== Activity ==
All that should come back is the lines of the data below from the one containing "static void R(double" to the one containing "static void Q(double", inclusive, exactly as they stand.

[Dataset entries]
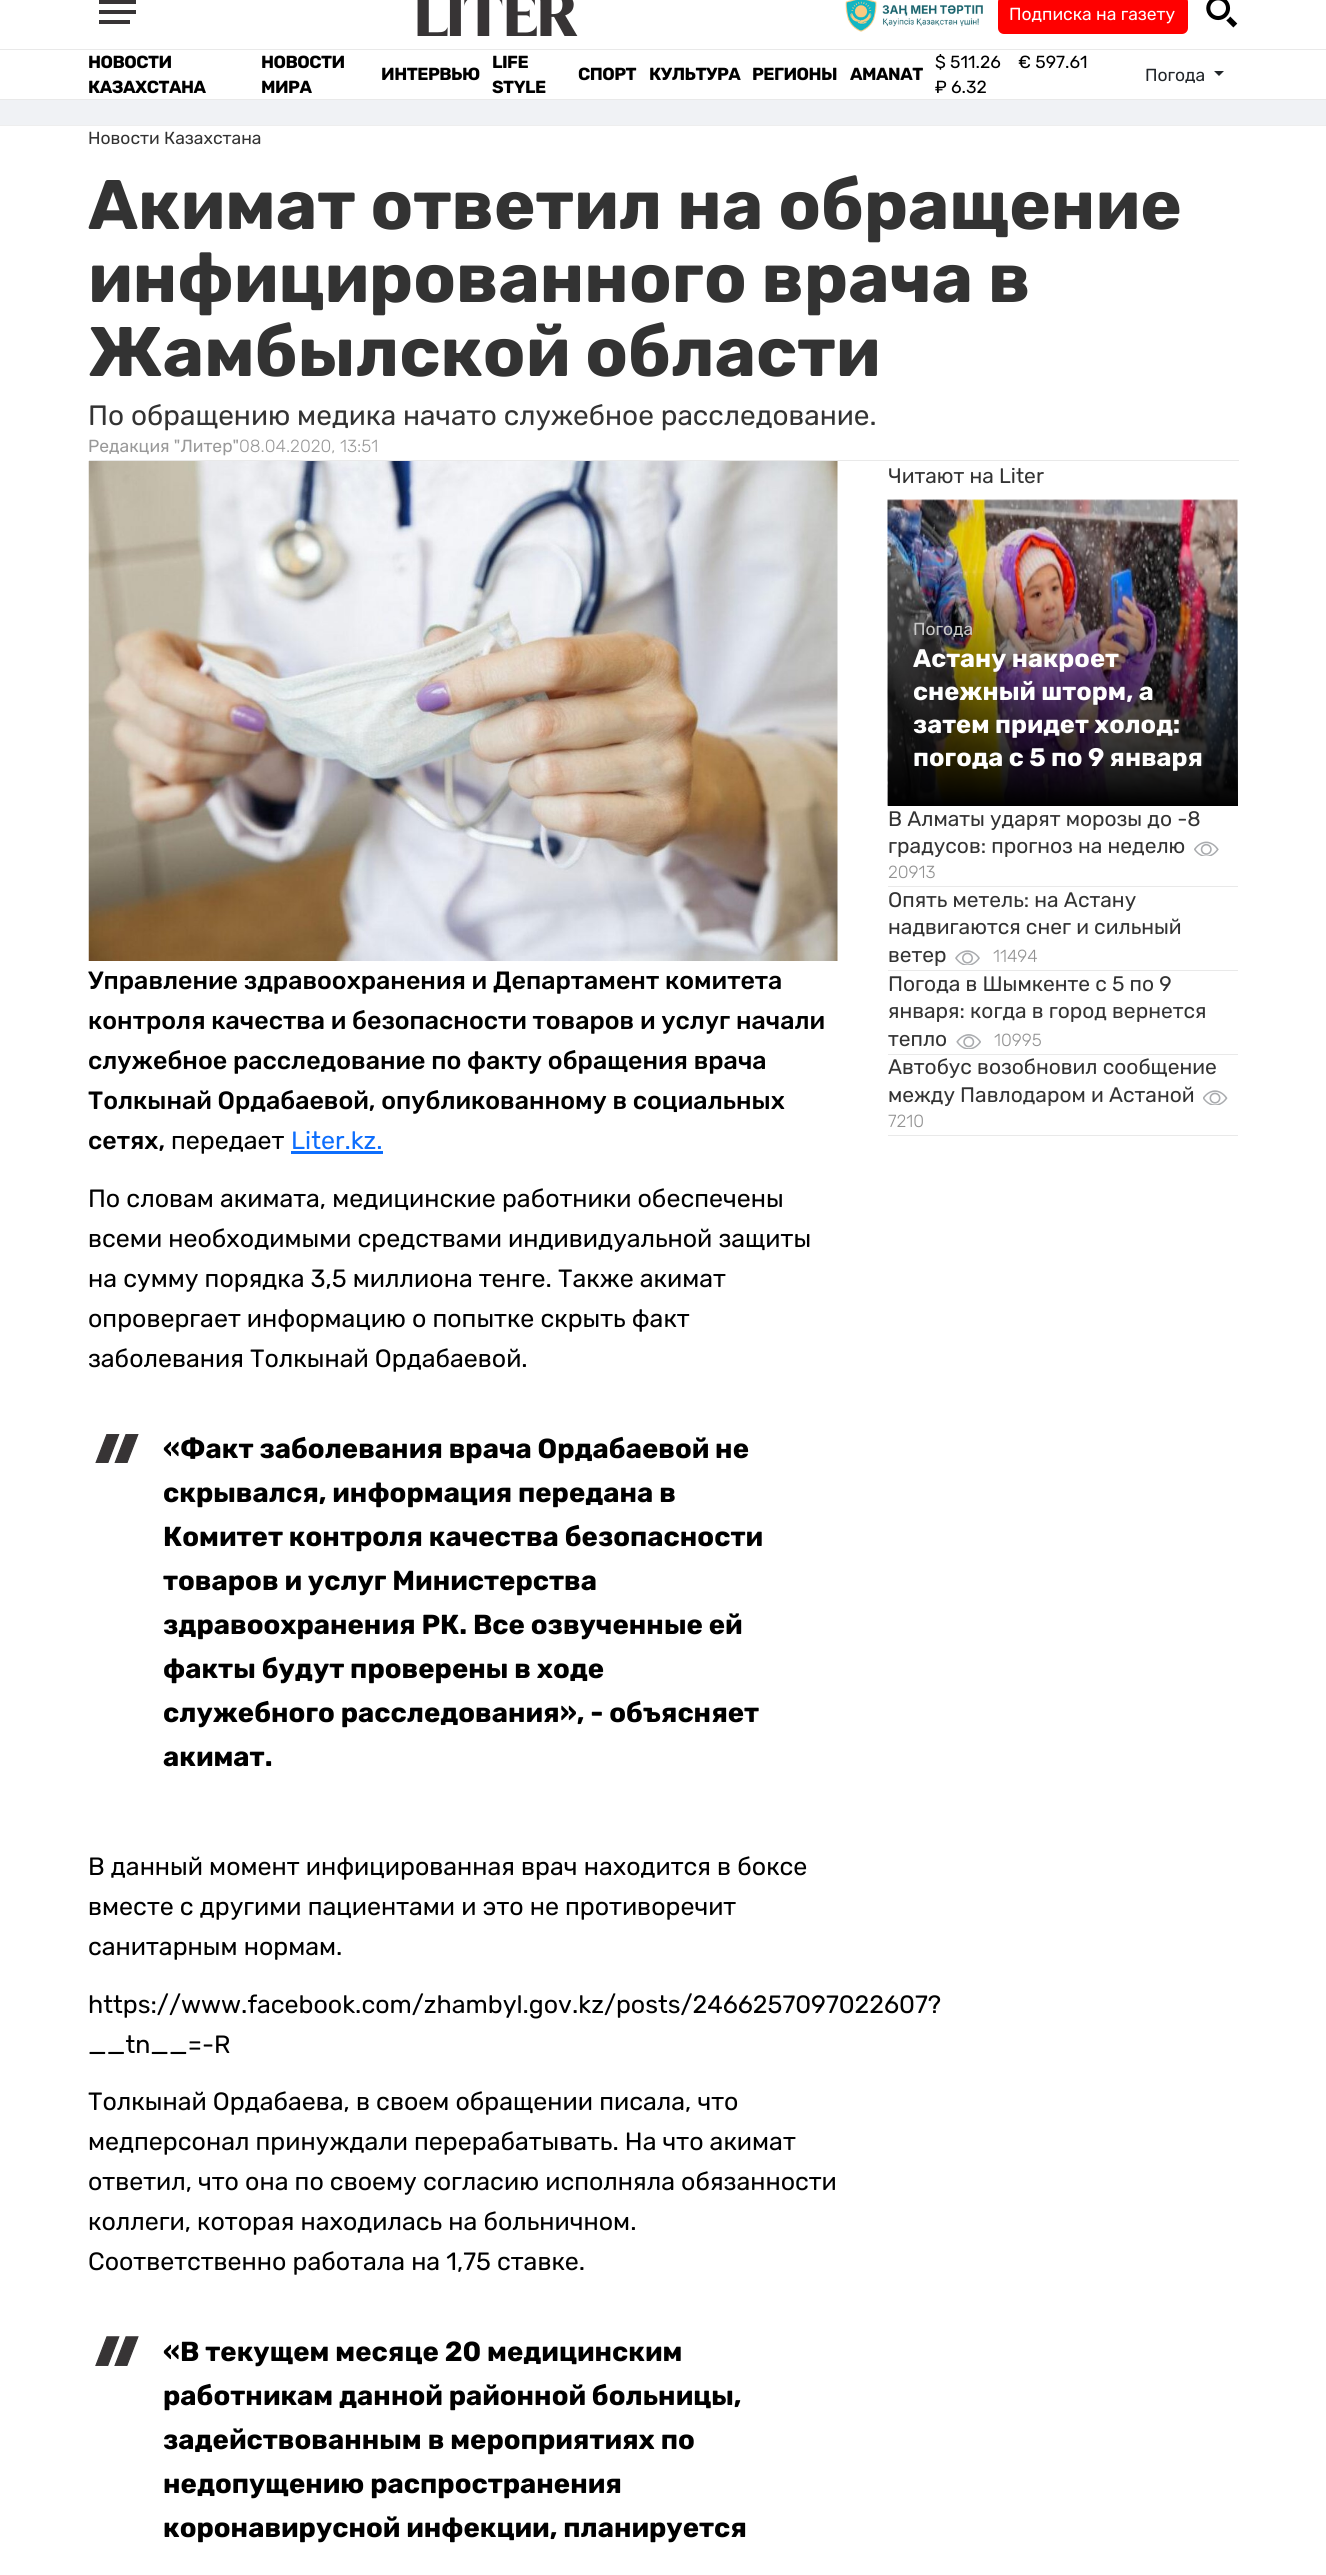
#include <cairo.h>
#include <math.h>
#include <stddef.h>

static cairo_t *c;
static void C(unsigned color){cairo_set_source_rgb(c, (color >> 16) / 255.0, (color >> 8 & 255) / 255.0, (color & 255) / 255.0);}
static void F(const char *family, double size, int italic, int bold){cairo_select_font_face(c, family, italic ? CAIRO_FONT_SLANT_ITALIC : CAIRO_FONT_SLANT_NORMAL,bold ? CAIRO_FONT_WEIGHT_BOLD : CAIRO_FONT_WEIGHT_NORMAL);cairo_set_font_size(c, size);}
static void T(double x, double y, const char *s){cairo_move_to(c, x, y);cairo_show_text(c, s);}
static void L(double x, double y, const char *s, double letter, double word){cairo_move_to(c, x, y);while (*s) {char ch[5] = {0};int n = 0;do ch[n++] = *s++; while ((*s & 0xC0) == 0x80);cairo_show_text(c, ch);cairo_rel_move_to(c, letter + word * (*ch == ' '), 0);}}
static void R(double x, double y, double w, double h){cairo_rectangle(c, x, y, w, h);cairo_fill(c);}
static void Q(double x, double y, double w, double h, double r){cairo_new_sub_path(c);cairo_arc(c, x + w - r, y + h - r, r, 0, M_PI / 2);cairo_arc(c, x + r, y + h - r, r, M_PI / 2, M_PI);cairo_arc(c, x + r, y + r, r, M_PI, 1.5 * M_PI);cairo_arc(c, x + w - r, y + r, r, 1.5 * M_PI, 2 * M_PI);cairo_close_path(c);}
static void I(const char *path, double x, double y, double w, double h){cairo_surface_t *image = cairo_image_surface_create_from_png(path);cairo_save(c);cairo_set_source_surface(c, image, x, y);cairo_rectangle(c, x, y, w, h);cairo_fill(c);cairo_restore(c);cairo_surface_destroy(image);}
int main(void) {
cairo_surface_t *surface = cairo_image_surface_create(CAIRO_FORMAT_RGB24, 1326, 2575);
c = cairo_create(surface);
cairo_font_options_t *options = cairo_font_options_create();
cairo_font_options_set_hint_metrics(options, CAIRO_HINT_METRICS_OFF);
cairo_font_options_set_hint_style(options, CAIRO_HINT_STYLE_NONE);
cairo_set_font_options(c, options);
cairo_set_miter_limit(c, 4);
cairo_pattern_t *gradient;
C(0xf0f2f5);
cairo_paint(c);
C(0xffffff);
R(0,0,1326,49);
C(0xe9e9e9);
R(0,49,1326,1);
C(0x373435);
R(99,0,37,4);
R(99,10,37,4);
R(99,20,31,4);
I("1.png",417,0,161,36);
I("2.png",845,0,138,32);
C(0xff0000);
Q(998,-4,190,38,6);
cairo_fill(c);
F("Rubik",17.5,0,0);
C(0xffffff);
T(1009,20,"Подписка на газету");
I("3.png",1206,0,32,28);
R(0,50,1326,49);
C(0xe9e9e9);
R(0,99,1326,1);
F("Rubik",17.5,0,1);
C(0x000000);
L(88,68,"НОВОСТИ",-.5,0);
L(88,93,"КАЗАХСТАНА",-.5,0);
L(261,68,"НОВОСТИ",-.5,0);
L(261,93,"МИРА",-.5,0);
L(381,80,"ИНТЕРВЬЮ",-.5,0);
L(492,68,"LIFE",-.5,0);
L(492,93,"STYLE",-.5,0);
L(578,80,"СПОРТ",-.5,0);
L(649,80,"КУЛЬТУРА",-.5,0);
L(752,80,"РЕГИОНЫ",-.5,0);
L(850,80,"AMANAT",-.5,0);
F("Rubik",17.5,0,0);
T(935,68,"$ 511.26");
T(1018,68,"€ 597.61");
T(935,93,"₽ 6.32");
C(0x212529);
T(1145,81,"Погода");
cairo_new_path(c);
cairo_move_to(c,1214,71);
cairo_line_to(c,1224,71);
cairo_line_to(c,1219,76);
cairo_close_path(c);
cairo_fill(c);
C(0xeeeeee);
R(0,125,1326,1);
C(0xffffff);
R(0,126,1326,2449);
C(0xe9e9e9);
R(89,460,1150,1);
C(0x333333);
T(88,144,"Новости Казахстана");
F("Rubik",70,0,1);
T(88,229,"Акимат ответил на обращение");
T(88,302,"инфицированного врача в");
T(88,376,"Жамбылской области");
F("Rubik",28,0,0);
T(88,425,"По обращению медика начато служебное расследование.");
F("Rubik",17.5,0,0);
C(0x999999);
T(88,452,"Редакция \"Литер\"");
F("Rubik Light",17.5,0,0);
T(239,452,"08.04.2020, 13:51");
F("Rubik",21,0,0);
C(0x333333);
T(888,483,"Читают на Liter");
I("4.png",887,499,351,307);
gradient = cairo_pattern_create_linear(1063,568,1063,806);
cairo_pattern_add_color_stop_rgba(gradient,0,0,0,0,0);
cairo_pattern_add_color_stop_rgba(gradient,1,0,0,0,1);
cairo_set_source(c,gradient);
cairo_pattern_destroy(gradient);
R(888,573,350,233);
F("Rubik",17.5,0,0);
C(0xc9c9c9);
T(913,635,"Погода");
F("Rubik",25.4,0,1);
C(0xffffff);
T(913,667,"Астану накроет");
T(913,700,"снежный шторм, а");
T(913,733,"затем придет холод:");
T(913,766,"погода с 5 по 9 января");
C(0xe9e9e9);
R(888,886,350,1);
F("Rubik",21,0,0);
C(0x333333);
T(888,826,"В Алматы ударят морозы до -8");
T(888,853,"градусов: прогноз на неделю");
I("5.png",1194,841,25,15);
F("Rubik Light",17.5,0,0);
C(0x919191);
T(888,878,"20913");
C(0xe9e9e9);
R(888,970,350,1);
F("Rubik",21,0,0);
C(0x333333);
T(888,907,"Опять метель: на Астану");
T(888,934,"надвигаются снег и сильный");
T(888,962,"ветер");
I("6.png",955,950,25,15);
F("Rubik Light",17.5,0,0);
C(0x919191);
T(993,962,"11494");
C(0xe9e9e9);
R(888,1054,350,1);
F("Rubik",21,0,0);
C(0x333333);
T(888,991,"Погода в Шымкенте с 5 по 9");
T(888,1018,"января: когда в город вернется");
T(888,1046,"тепло");
I("7.png",956,1034,25,15);
F("Rubik Light",17.5,0,0);
C(0x919191);
T(994,1046,"10995");
C(0xe9e9e9);
R(888,1135,350,1);
F("Rubik",21,0,0);
C(0x333333);
T(888,1074,"Автобус возобновил сообщение");
T(888,1102,"между Павлодаром и Астаной");
I("8.png",1203,1090,25,15);
F("Rubik Light",17.5,0,0);
C(0x919191);
T(888,1127,"7210");
I("9.png",88,461,750,500);
F("Rubik Medium",25,0,0);
C(0x000000);
T(88,989,"Управление здравоохранения и Департамент комитета");
T(88,1029,"контроля качества и безопасности товаров и услуг начали");
T(88,1069,"служебное расследование по факту обращения врача");
T(88,1109,"Толкынай Ордабаевой, опубликованному в социальных");
T(88,1149,"сетях,");
F("Rubik",25,0,0);
T(171,1149,"передает");
C(0x0d6efd);
T(291,1149,"Liter.kz.");
R(291,1151,92,3);
C(0x000000);
T(88,1207,"По словам акимата, медицинские работники обеспечены");
T(88,1247,"всеми необходимыми средствами индивидуальной защиты");
T(88,1287,"на сумму порядка 3,5 миллиона тенге. Также акимат");
T(88,1327,"опровергает информацию о попытке скрыть факт");
T(88,1367,"заболевания Толкынай Ордабаевой.");
I("10.png",95,1434,44,29);
F("Rubik",27.5,0,1);
T(163,1458,"«Факт заболевания врача Ордабаевой не");
T(163,1502,"скрывался, информация передана в");
T(163,1546,"Комитет контроля качества безопасности");
T(163,1590,"товаров и услуг Министерства");
T(163,1634,"здравоохранения РК. Все озвученные ей");
T(163,1678,"факты будут проверены в ходе");
T(163,1722,"служебного расследования», - объясняет");
T(163,1766,"акимат.");
F("Rubik",25,0,0);
T(88,1875,"В данный момент инфицированная врач находится в боксе");
T(88,1915,"вместе с другими пациентами и это не противоречит");
T(88,1955,"санитарным нормам.");
T(88,2013,"https://www.facebook.com/zhambyl.gov.kz/posts/2466257097022607?");
T(88,2053,"__tn__=-R");
T(88,2110,"Толкынай Ордабаева, в своем обращении писала, что");
T(88,2150,"медперсонал принуждали перерабатывать. На что акимат");
T(88,2190,"ответил, что она по своему согласию исполняла обязанности");
T(88,2230,"коллеги, которая находилась на больничном.");
T(88,2270,"Соответственно работала на 1,75 ставке.");
I("11.png",95,2336,44,30);
F("Rubik",27.5,0,1);
T(163,2361,"«В текущем месяце 20 медицинским");
T(163,2405,"работникам данной районной больницы,");
T(163,2449,"задействованным в мероприятиях по");
T(163,2493,"недопущению распространения");
T(163,2537,"коронавирусной инфекции, планируется");
cairo_surface_write_to_png(surface, "o.png");
cairo_font_options_destroy(options);
cairo_destroy(c);
cairo_surface_destroy(surface);
return 0;
}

== Output of the exercise ==
static void R(double x, double y, double w, double h){cairo_rectangle(c, x, y, w, h);cairo_fill(c);}
static void Q(double x, double y, double w, double h, double r){cairo_new_sub_path(c);cairo_arc(c, x + w - r, y + h - r, r, 0, M_PI / 2);cairo_arc(c, x + r, y + h - r, r, M_PI / 2, M_PI);cairo_arc(c, x + r, y + r, r, M_PI, 1.5 * M_PI);cairo_arc(c, x + w - r, y + r, r, 1.5 * M_PI, 2 * M_PI);cairo_close_path(c);}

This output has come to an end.